He went on to divulge that lately a guest at the magnificent country seat of the Duke of Maine at Sceaux, and whilst appearing absorbed in the extravagant junketings, the literary tournaments, the Venetian water parties, the masques and the play-acting conducted by the Duchess, he had used his eyes, his ears and his wits.

After all, the folk at Sceaux, histrionic in all things, were of a monstrous indiscretion. Her grace did not hesitate to avow that she was on fire to avenge not only her husband's exclusion from the regency, but even more fiercely the project to deprive the bastards of the rights of Princess of the Blood conferred upon them by Louis XIV when he legitimized them.

The Duchess of Maine had dreamed of being one day Queen of France. That dream Philippe of Orléans had shattered. She was saying openly and on every occasion that when one has once acquired the ability to succeed to the crown, rather than suffer the robbery of it, one should set fire to the four corners of the kingdom.

"And this is not mere talk," Lord Stair went on. "From what I have seen I have reason to believe that she is actively corresponding with Philip of Spain. The Prince of Cellamare, the Spanish ambassador, is nowadays a frequent visitor at Sceaux. If you were to acquaint the Duke of Orléans with that, in proof of your devotion to him, he would believe you moved to serve his interests and would be the more ready to listen when you dissuade him from supporting the Pretender, so that in his own possible need he may, in return, count upon King George to give no support to the King of Spain. You will not be the only one to urge this upon the Regent, but the more of those whose wits he trusts become the advocates of this course, the more likely will he be to follow it."

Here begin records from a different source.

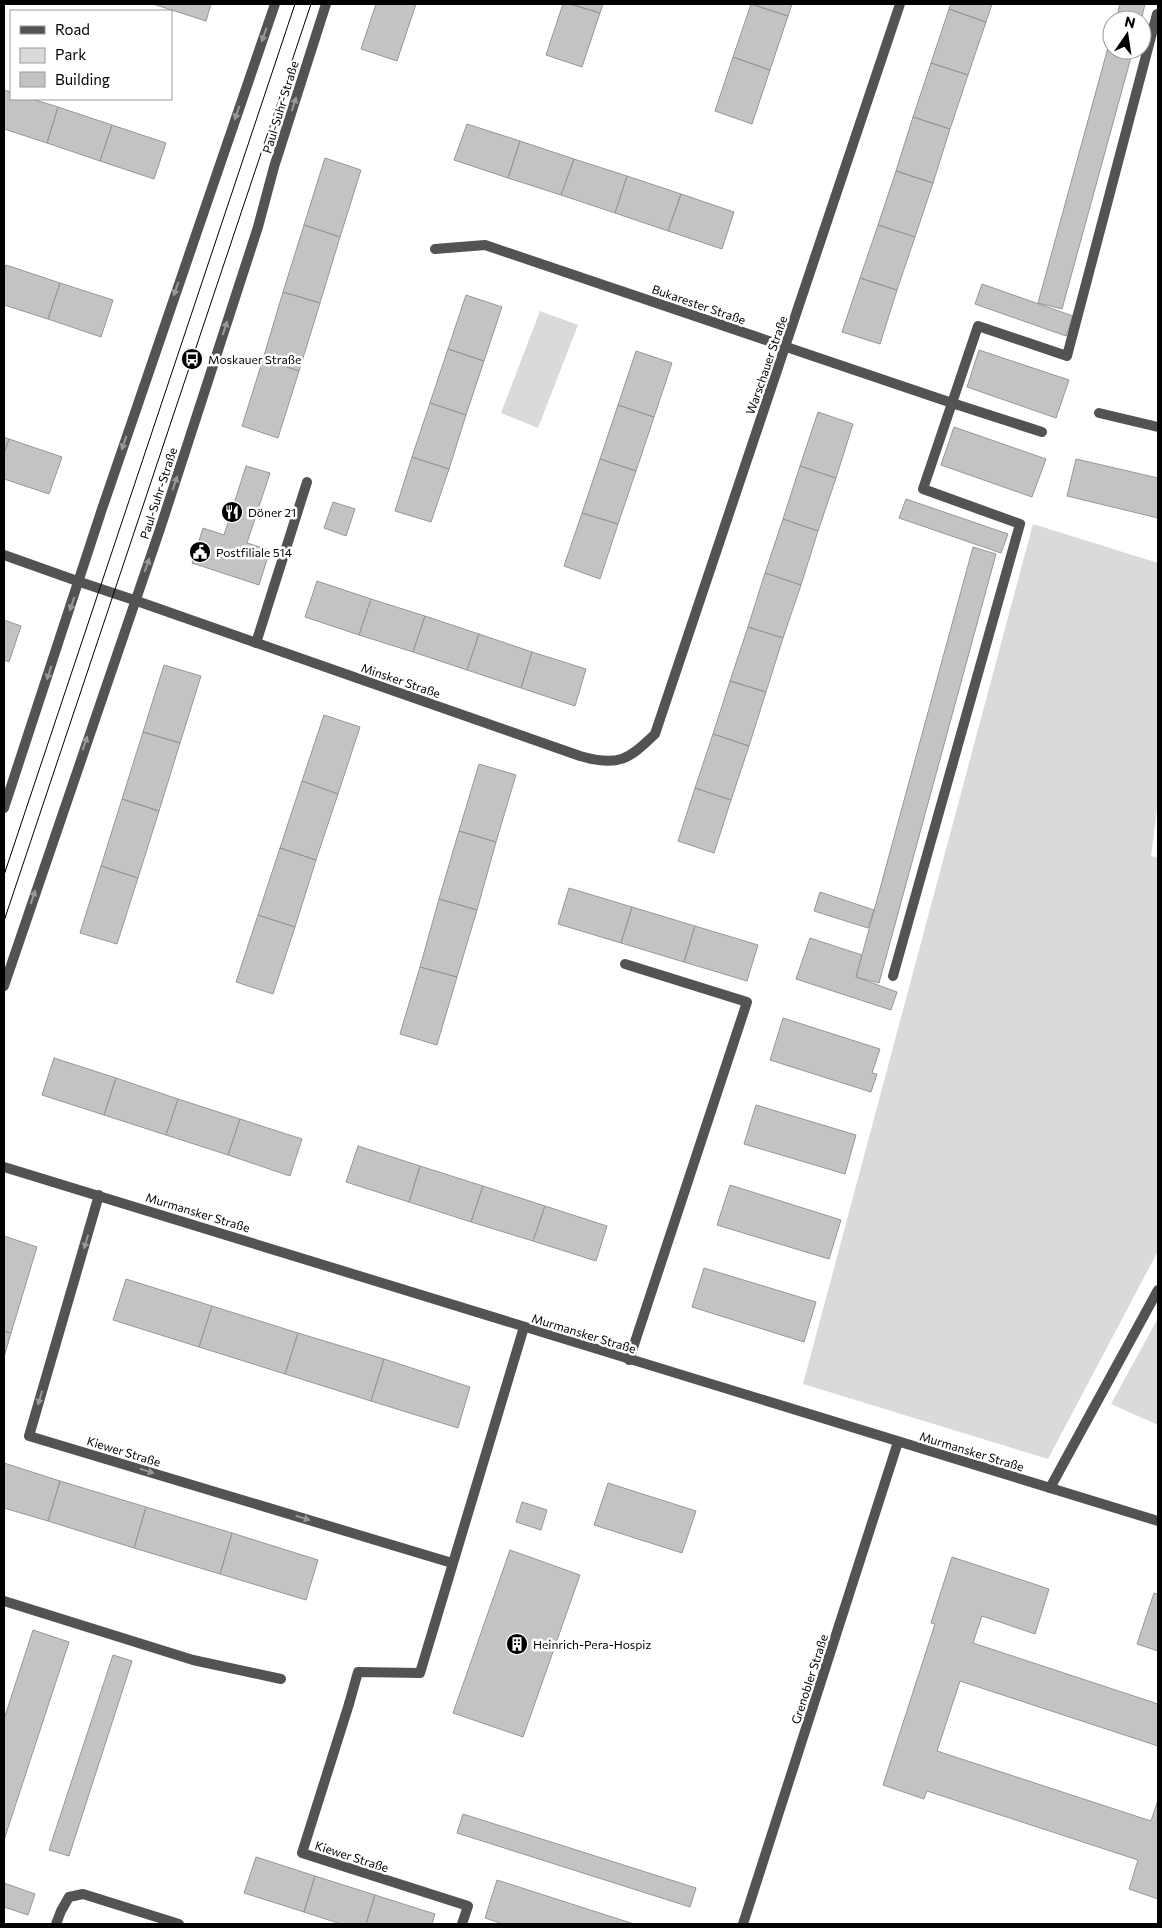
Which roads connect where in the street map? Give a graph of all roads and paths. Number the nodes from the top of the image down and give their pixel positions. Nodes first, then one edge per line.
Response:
1 (275, 4) edge
2 (326, 4) edge
3 (900, 4) edge
4 (1158, 14) edge
5 (435, 249) dead end
6 (785, 347) junction
7 (952, 403) junction
8 (1099, 413) dead end
9 (1158, 426) edge
10 (1042, 432) dead end
11 (307, 482) dead end
12 (4, 555) edge
13 (80, 582) junction
14 (134, 600) junction
15 (256, 642) junction
16 (655, 734) joint
17 (4, 808) edge
18 (625, 964) dead end
19 (893, 976) dead end
20 (4, 986) edge
21 (4, 1167) edge
22 (99, 1195) junction
23 (1158, 1290) edge
24 (524, 1327) junction
25 (629, 1360) junction
26 (898, 1442) junction
27 (1050, 1488) junction
28 (1158, 1521) edge
29 (452, 1563) junction
30 (4, 1601) edge
31 (281, 1679) dead end
32 (56, 1924) edge
33 (179, 1924) edge
34 (462, 1924) edge
35 (743, 1924) edge

1 -> 13 street
14 -> 2 street, Paul-Suhr-Straße
3 - 6 street, Warschauer Straße
4 - 7 street
5 - 6 street, Bukarester Straße
6 - 7 street, Bukarester Straße
6 - 16 street, Warschauer Straße
7 - 10 street, Bukarester Straße
7 - 19 street
8 - 9 street
11 - 15 street
12 - 13 street
13 - 14 street, Minsker Straße
13 -> 17 street
14 - 15 street, Minsker Straße
20 -> 14 street, Paul-Suhr-Straße
15 - 16 street, Minsker Straße
18 - 25 street
21 - 22 street, Murmansker Straße
22 - 24 street, Murmansker Straße
22 -> 29 street, Kiewer Straße
23 - 27 street
24 - 25 street, Murmansker Straße
24 - 29 street, Kiewer Straße
25 - 26 street, Murmansker Straße
26 - 27 street, Murmansker Straße
26 - 35 street, Grenobler Straße
27 - 28 street, Murmansker Straße
29 - 34 street, Kiewer Straße
30 - 31 street
32 - 33 street

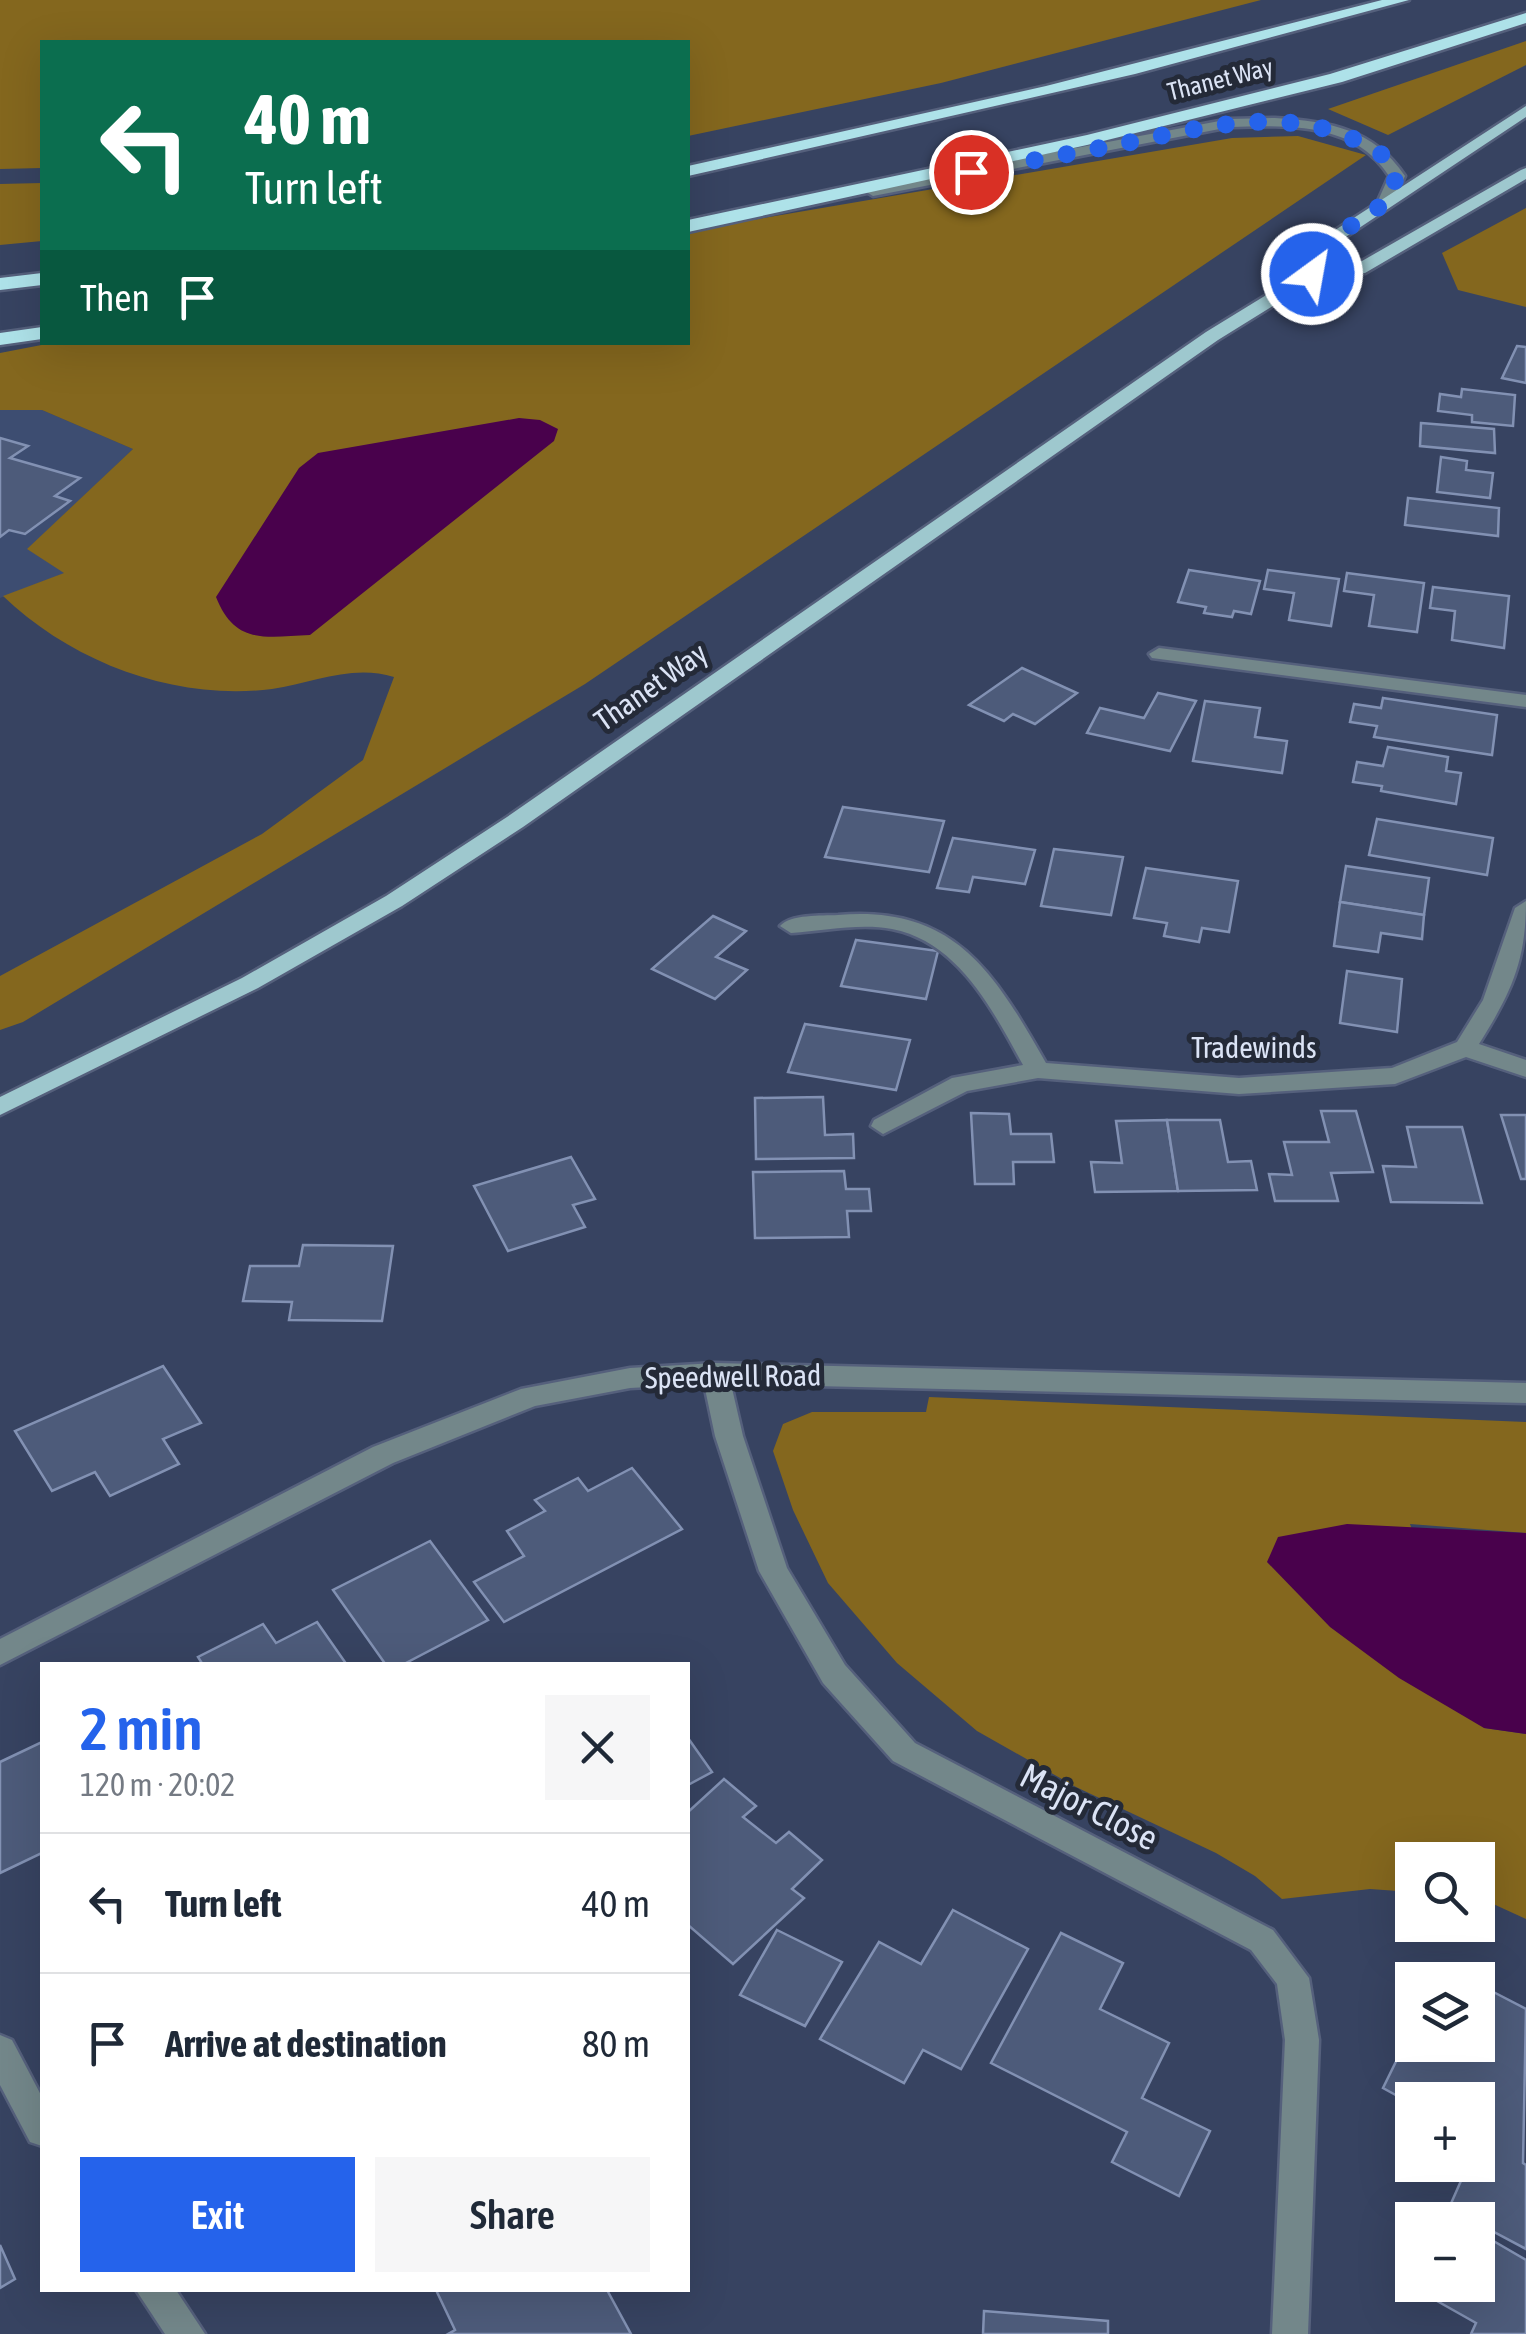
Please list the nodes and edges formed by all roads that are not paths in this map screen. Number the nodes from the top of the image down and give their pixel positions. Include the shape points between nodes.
1 (1402, 0) edge
2 (1526, 18) edge
3 (1526, 110) edge
4 (690, 171) edge
5 (1526, 173) edge
6 (1385, 203) junction
7 (746, 215) junction
8 (690, 226) edge
9 (1312, 274) junction
10 (40, 278) edge
11 (0, 284) edge
12 (40, 333) edge
13 (0, 339) edge
14 (1159, 654) dead end
15 (1526, 701) edge
16 (1526, 908) edge
17 (791, 926) dead end
18 (1465, 1048) junction
19 (1526, 1069) edge
20 (1038, 1070) junction
21 (0, 1108) edge
22 (883, 1126) dead end
23 (715, 1373) junction
24 (1526, 1393) edge
25 (0, 1653) edge
26 (0, 2051) edge
27 (40, 2126) edge
28 (156, 2292) edge
29 (188, 2334) edge
30 (1290, 2334) edge

1 - 4 highway, Thanet Way via 981,107
2 - 7 highway, Thanet Way via 1336,78
3 - 6 main road, Thanet Way
5 - 9 main road, Thanet Way via 1359,270
6 - 7 street via 1397,176 1375,148 1338,132 1265,121
6 - 9 main road, Thanet Way via 1312,252
7 - 8 highway, Thanet Way
9 - 21 main road, Thanet Way via 394,901 234,991
10 - 11 highway
12 - 13 highway
14 - 15 street
16 - 18 street via 1495,1000
17 - 20 street via 862,920 931,933 966,957
18 - 19 street
18 - 20 street, Tradewinds via 1395,1076 1239,1086
20 - 22 street, Tradewinds via 962,1084
23 - 24 street, Speedwell Road
23 - 25 street, Speedwell Road via 596,1383 513,1403 383,1456
23 - 30 street, Major Close via 774,1572 834,1674 904,1752 1262,1940 1293,1978 1302,2040
26 - 27 street
28 - 29 street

Mr Law was left in no doubt that Stair must be under instructions to bring about an offensive and defensive alliance between England and France, and that he perceived a way of furthering this object by flaunting before the Regent the menace of Spain. He smiled thoughtfully as he shook his head.

"You put too high an estimate on the confidence I enjoy. It has been exaggerated to you. In fact, such as it may be, it has just suffered a setback. And, anyway, the Regent may believe in me financially, but not politically. So I am spared the trouble of adding that I am without eagerness to serve England or her King."

Stair's eyebrows became still more arched. "You're not telling me that you're a Jacobite."

"No, my lord. I am an exile on quite other grounds."

"That was in King William's day."

"But the ban has never been lifted. Actually, I am less an exile than a fugitive. A fugitive from what passes for justice in England."

"After all, Mr Law, you killed a man," my lord protested.

"In a duel."

"But an irregular duel, without the proper complement of witnesses. No matter. I spoke of advantages to yourself in serving us. What if I could promise you a pardon and freedom to return to England as the price of your service?"

"I should answer that I have lived so long out of England that I feel more at home abroad."

"In short, you refuse?" His lordship's face had darkened. It was plain that he strove with a temper which opposition was never slow to stir.

"If I am to be entirely frank, let me say that I have hopes of my own to gratify, and that I will not jeopardize them by advocating those in which I have no interest."

His lordship breathed hard. "I may thank you at least for your candour." Then he laughed. "I could show you, I think, that your hopes might best be served by serving mine. It is not only the Regent's affairs which will prosper from an understanding with King George, but those of all whose interest it is that His Highness should continue in the regency. And you, Mr Law, I take it, are of these. Give it thought, sir. Take your own time. You may perceive your profit in it."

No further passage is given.